5 thoughts on “My first run-in with the Pay Less robot

  1. Cabbage Patch Kids! LOL. That brings back bad memories of market manipulation and consumer hysteria!

  2. I grew up with Pay-less in Anderson in the 1950s -1970s. For me the “real Pay-less is the one at 29th and Main. Our family shopped there when we lived on 53rd street. We moved away from Anderson in the late 1970s. I was back in Anderson a few years ago and walked into that store and it smelled just like I remembered it from decades before!

    We have those robots in a local superstore. They roll around, and whistle when the get close to you. I find them an annoyance. I can see why managment likes them, but I’ll bet union reps hate them.

    Speaking of Cabbage Pack kids, Our kids were little when they were the craze. My Aunt found 4 of them somewhere in Indiana, bought them and sent them to my kids in Massachusetts for Christmas!

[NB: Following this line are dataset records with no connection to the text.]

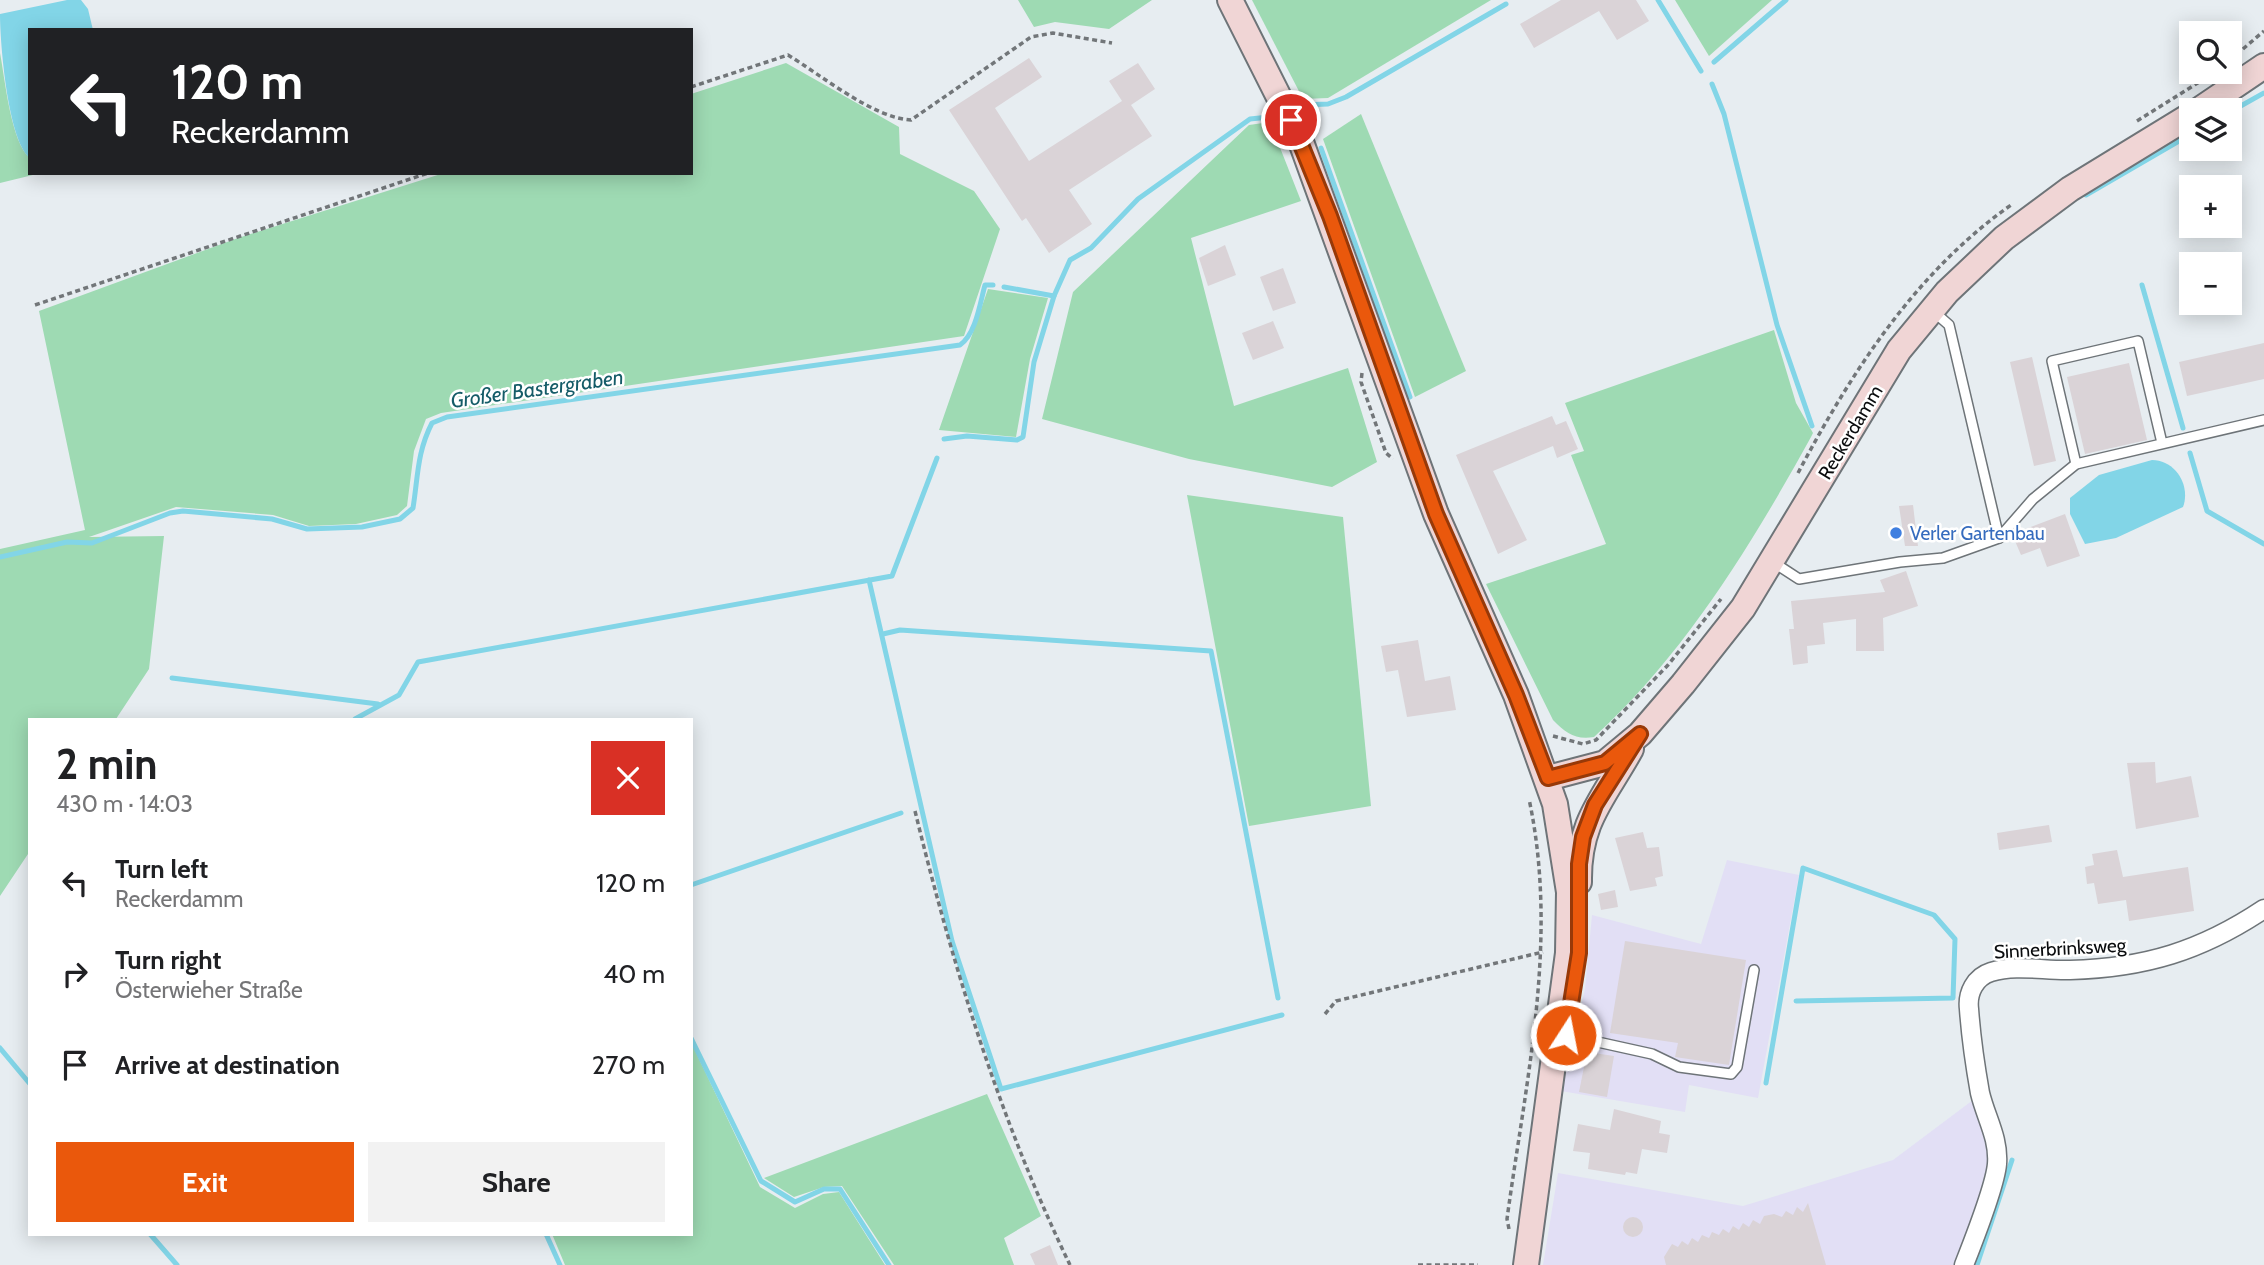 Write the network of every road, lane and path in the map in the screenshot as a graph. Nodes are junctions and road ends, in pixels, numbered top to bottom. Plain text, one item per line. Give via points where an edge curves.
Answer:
1 (1230, 0) edge
2 (2264, 31) edge
3 (1112, 43) dead end
4 (2242, 50) edge
5 (2264, 66) edge
6 (693, 86) edge
7 (2217, 98) edge
8 (2179, 122) edge
9 (422, 175) edge
10 (35, 305) dead end
11 (1932, 310) junction
12 (2264, 420) edge
13 (2162, 443) junction
14 (2076, 464) junction
15 (1999, 538) junction
16 (1773, 562) junction
17 (1640, 734) junction
18 (1537, 783) junction
19 (1609, 783) junction
20 (1555, 804) junction
21 (915, 811) dead end
22 (2264, 909) edge
23 (1543, 952) junction
24 (1568, 953) junction
25 (1754, 970) dead end
26 (1325, 1014) dead end
27 (1566, 1035) junction
28 (1551, 1086) junction
29 (1510, 1232) dead end
30 (1070, 1265) edge
31 (1418, 1265) edge
32 (1478, 1265) edge
33 (1525, 1265) edge
34 (1964, 1265) edge

1 - 18 street via 1300,139 1436,514 1516,695
2 - 4 path
3 - 6 path via 1053,33 1031,37 911,120 878,111 788,55
5 - 7 street
8 - 11 street, Reckerdamm via 2070,189 2004,238
9 - 10 path
11 - 15 lane via 1949,325
11 - 16 street, Reckerdamm via 1899,350 1856,418
12 - 13 lane
13 - 14 lane
13 - 14 lane via 2138,341 2052,361
14 - 15 lane via 2033,499
15 - 16 lane via 1943,558 1799,579
16 - 17 street, Reckerdamm via 1743,608
17 - 18 street, Reckerdamm via 1605,763
17 - 19 street
18 - 20 street
18 - 23 path
19 - 20 street via 1595,794
19 - 27 street via 1583,837 1579,953
20 - 24 street via 1569,892
21 - 30 path via 947,942 998,1096
22 - 34 street, Sinnerbrinksweg via 2176,955 2120,969 2009,968 1988,972 1974,983 1968,999 1972,1044 1981,1096 1996,1135 1997,1166
23 - 24 path
23 - 26 path via 1336,1001
23 - 29 path via 1507,1219
24 - 28 street
25 - 27 lane via 1737,1067 1731,1074 1679,1068 1652,1054
27 - 28 street
28 - 33 street
31 - 32 path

    Recently we saw one that looked almost new at a yard sale. We bought it for our youngest granddaughter for $1. I’m not sure she was impressed.

  3. Ah, Kroger. They took over our local giant Fred Meyer a few years before I moved to Portland, and I’ve heard that it’s “not what it used to”. Plus, they own Seattle based QFC which has an outlet near my house–it’s basically Freddie’s with higher prices because it’s supposed to be “classier”.

    And you wouldn’t have any trouble finding Reser’s potato salad at Portland-area Krogers (or Safeway or Albertsons for that matter) as Reser’s is based here. It’s enough of a player to get buildings named after them!